• [Exercise description]: Some lines below hold "Bourgogne". Pick them out and copy them.

• [Data listing]:
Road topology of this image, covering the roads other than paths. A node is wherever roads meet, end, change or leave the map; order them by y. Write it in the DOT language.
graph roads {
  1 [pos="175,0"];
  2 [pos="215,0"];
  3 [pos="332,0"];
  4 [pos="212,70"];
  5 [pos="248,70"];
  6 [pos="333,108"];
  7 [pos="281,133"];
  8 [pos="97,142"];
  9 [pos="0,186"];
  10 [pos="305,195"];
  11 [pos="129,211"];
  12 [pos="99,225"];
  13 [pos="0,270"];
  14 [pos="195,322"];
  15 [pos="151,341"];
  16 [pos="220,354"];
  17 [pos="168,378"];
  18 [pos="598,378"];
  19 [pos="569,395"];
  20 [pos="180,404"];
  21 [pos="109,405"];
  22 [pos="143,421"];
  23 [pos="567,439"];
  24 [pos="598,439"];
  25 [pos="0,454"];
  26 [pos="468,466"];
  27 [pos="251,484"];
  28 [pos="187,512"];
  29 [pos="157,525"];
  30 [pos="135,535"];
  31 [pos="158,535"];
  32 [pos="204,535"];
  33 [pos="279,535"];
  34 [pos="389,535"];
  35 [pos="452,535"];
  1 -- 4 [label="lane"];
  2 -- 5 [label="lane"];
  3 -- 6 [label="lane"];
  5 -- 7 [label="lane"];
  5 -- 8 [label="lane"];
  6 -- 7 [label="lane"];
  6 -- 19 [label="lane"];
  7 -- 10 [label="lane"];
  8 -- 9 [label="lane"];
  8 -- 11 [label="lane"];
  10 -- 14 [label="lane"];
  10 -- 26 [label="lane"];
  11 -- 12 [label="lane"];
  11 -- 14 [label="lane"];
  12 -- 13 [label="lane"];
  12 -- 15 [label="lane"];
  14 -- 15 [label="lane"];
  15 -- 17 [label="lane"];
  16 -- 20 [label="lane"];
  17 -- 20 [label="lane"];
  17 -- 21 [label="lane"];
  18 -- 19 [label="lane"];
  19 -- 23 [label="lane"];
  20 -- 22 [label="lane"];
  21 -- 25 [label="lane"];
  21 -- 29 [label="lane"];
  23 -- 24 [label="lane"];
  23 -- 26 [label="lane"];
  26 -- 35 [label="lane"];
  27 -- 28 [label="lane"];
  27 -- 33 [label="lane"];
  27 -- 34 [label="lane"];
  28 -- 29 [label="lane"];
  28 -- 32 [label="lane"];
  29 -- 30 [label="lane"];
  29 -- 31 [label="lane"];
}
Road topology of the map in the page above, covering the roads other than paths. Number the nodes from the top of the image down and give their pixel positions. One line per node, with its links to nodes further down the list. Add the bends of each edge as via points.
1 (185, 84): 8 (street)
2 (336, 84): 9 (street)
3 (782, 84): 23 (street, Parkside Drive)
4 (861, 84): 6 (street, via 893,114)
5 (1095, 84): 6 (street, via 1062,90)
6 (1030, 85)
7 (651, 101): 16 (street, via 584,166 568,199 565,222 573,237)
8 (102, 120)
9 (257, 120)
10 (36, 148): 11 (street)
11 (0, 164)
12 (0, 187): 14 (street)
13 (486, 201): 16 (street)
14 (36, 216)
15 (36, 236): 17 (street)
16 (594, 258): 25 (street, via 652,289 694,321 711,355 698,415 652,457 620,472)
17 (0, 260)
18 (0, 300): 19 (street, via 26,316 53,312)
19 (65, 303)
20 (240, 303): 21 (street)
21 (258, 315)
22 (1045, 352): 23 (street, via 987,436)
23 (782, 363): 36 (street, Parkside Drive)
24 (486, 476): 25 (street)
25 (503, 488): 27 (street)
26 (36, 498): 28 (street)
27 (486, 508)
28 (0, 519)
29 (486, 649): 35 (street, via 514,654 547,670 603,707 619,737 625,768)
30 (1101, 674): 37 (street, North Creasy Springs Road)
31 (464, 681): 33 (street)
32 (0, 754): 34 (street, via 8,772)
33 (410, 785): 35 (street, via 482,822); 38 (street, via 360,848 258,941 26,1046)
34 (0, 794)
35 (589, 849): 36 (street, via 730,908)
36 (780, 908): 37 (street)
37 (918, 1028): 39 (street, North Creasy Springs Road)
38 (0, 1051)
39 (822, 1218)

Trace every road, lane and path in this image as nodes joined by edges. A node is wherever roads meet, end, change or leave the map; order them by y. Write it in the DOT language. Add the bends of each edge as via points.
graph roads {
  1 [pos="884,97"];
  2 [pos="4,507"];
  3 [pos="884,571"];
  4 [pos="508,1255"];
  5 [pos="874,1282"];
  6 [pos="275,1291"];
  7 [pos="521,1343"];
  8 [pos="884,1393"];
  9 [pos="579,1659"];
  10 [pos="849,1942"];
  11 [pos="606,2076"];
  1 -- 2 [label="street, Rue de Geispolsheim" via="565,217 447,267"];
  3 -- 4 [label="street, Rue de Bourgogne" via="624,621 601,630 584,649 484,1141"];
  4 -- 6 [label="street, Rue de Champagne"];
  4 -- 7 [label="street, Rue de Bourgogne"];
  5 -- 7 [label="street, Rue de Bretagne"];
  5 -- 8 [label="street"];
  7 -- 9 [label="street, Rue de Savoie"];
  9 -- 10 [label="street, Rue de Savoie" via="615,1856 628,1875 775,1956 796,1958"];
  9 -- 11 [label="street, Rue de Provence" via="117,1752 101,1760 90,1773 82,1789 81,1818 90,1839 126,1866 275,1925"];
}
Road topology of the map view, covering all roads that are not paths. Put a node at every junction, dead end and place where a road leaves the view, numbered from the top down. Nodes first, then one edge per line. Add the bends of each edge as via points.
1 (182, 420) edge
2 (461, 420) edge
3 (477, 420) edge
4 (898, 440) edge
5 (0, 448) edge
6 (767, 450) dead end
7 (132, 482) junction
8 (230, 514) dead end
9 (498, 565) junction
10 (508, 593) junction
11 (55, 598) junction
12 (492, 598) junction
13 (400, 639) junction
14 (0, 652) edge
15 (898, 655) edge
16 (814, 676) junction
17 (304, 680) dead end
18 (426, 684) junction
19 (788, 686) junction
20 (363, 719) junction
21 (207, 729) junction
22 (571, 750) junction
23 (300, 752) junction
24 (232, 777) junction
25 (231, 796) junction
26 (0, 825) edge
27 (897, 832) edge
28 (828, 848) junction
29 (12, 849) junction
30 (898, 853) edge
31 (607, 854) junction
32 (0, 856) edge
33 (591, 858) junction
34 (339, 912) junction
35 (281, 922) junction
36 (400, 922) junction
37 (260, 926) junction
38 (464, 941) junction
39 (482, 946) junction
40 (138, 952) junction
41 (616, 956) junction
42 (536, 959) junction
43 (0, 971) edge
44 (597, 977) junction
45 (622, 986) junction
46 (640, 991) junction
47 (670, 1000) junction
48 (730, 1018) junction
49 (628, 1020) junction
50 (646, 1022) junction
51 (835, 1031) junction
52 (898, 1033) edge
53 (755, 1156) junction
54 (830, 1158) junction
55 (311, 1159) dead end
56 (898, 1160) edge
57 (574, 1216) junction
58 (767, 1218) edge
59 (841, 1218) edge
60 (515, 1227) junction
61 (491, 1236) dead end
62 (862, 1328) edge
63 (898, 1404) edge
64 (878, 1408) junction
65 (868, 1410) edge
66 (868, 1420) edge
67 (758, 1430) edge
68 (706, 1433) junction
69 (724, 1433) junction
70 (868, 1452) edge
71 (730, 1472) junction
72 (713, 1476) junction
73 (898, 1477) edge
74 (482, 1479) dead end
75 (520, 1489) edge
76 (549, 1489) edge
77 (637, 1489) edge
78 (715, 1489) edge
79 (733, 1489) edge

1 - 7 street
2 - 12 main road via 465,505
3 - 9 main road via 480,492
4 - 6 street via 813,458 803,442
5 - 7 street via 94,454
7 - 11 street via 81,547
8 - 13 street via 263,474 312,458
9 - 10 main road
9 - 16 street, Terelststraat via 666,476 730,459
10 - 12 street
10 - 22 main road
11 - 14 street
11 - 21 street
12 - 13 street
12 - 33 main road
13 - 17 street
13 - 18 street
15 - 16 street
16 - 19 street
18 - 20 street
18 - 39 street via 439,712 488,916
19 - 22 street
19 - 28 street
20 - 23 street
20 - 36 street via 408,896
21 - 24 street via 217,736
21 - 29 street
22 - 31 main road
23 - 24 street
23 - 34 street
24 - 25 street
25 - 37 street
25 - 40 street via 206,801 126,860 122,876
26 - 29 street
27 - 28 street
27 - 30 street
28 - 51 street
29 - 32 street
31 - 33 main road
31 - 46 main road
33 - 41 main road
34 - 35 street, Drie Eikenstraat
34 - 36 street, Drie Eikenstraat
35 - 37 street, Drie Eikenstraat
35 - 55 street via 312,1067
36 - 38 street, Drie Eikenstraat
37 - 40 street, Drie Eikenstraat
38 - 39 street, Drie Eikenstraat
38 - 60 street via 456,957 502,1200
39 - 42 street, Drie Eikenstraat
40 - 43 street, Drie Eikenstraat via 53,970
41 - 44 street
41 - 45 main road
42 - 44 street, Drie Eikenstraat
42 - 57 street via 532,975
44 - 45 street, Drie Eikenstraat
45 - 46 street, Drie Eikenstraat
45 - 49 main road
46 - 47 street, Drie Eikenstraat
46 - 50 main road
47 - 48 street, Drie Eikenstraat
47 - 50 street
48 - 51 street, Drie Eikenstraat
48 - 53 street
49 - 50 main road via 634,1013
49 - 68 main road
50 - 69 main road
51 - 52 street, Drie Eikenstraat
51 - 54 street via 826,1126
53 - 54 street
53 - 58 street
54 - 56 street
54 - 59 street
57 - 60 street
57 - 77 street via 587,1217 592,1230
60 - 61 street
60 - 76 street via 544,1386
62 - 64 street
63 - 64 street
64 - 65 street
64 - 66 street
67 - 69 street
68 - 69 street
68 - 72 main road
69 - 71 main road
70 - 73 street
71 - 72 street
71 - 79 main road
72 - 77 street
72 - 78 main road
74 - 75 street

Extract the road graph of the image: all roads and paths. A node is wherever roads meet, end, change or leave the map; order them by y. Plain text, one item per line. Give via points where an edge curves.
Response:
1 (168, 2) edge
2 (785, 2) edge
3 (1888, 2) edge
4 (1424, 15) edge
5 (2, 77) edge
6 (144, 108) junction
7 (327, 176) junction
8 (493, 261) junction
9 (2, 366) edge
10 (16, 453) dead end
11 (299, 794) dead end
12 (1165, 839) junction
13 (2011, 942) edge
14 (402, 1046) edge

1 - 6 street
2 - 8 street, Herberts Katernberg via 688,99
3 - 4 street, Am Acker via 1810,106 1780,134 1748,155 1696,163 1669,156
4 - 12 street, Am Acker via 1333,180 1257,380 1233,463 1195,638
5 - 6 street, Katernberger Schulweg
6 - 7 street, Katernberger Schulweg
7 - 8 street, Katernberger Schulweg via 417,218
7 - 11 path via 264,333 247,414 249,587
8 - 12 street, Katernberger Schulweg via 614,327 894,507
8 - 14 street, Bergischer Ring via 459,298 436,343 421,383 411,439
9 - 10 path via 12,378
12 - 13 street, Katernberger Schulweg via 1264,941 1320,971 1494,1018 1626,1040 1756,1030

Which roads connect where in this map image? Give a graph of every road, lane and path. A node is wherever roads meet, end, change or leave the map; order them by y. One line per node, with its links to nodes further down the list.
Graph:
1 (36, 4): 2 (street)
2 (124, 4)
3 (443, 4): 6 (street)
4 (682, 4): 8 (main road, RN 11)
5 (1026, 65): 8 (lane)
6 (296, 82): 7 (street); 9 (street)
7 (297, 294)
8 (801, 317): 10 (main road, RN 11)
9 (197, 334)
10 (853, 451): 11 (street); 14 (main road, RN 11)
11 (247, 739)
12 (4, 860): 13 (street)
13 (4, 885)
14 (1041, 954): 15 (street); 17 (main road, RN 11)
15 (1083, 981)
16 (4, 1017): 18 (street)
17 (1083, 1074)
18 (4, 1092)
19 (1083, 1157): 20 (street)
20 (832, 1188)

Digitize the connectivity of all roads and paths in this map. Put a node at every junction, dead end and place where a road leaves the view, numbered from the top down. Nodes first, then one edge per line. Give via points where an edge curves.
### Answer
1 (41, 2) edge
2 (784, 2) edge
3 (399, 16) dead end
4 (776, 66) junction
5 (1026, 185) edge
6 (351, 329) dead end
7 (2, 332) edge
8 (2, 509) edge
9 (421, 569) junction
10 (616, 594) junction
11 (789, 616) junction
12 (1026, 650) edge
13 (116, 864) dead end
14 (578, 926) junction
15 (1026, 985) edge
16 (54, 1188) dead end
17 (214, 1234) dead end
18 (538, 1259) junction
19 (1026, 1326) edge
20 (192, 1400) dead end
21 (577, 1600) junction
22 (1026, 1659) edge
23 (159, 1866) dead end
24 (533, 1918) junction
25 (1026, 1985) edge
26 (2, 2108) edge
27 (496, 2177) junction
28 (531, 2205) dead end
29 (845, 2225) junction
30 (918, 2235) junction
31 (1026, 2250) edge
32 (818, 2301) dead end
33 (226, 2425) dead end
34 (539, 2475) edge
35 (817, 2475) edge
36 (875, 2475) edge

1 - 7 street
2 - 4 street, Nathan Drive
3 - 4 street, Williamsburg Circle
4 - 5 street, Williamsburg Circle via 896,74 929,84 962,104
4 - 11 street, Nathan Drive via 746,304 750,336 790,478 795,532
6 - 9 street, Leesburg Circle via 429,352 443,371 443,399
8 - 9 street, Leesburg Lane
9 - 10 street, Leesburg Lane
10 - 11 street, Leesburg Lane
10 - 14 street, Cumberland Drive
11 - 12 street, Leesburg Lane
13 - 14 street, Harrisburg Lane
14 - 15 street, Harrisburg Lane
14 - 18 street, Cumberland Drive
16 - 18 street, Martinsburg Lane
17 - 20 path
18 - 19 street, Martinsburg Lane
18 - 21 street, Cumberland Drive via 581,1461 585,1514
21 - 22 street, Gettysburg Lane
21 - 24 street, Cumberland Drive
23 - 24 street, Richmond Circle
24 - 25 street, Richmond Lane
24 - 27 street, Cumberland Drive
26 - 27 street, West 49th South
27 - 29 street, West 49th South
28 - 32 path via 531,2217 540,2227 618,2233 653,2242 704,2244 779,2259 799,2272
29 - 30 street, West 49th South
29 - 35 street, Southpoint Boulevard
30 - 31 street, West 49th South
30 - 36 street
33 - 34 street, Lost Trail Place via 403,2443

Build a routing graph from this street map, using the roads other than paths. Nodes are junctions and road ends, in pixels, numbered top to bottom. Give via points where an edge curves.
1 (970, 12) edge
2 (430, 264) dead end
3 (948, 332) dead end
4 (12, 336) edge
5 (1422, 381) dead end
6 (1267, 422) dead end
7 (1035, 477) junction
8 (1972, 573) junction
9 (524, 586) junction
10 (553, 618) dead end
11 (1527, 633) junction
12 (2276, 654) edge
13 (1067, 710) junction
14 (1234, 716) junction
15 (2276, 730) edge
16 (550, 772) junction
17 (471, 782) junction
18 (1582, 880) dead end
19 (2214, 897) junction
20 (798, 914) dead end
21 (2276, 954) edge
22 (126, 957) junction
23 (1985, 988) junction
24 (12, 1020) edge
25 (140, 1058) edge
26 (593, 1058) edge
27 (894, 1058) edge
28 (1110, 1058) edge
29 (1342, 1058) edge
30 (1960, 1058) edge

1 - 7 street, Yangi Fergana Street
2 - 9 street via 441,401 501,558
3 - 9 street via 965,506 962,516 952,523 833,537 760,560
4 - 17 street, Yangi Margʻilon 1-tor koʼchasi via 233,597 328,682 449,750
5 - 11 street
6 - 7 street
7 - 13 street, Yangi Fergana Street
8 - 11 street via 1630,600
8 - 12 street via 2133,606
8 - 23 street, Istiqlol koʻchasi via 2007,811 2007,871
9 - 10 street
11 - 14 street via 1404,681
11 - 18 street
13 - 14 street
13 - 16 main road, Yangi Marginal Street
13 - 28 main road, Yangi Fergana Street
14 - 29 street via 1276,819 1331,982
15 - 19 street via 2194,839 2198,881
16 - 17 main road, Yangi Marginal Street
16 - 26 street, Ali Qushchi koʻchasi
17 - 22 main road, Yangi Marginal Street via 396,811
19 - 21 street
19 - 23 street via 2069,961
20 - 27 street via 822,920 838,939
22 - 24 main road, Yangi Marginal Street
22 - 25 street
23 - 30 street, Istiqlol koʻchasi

• [Response box]:
  3 -- 4 [label="street, Rue de Bourgogne" via="624,621 601,630 584,649 484,1141"];
  4 -- 7 [label="street, Rue de Bourgogne"];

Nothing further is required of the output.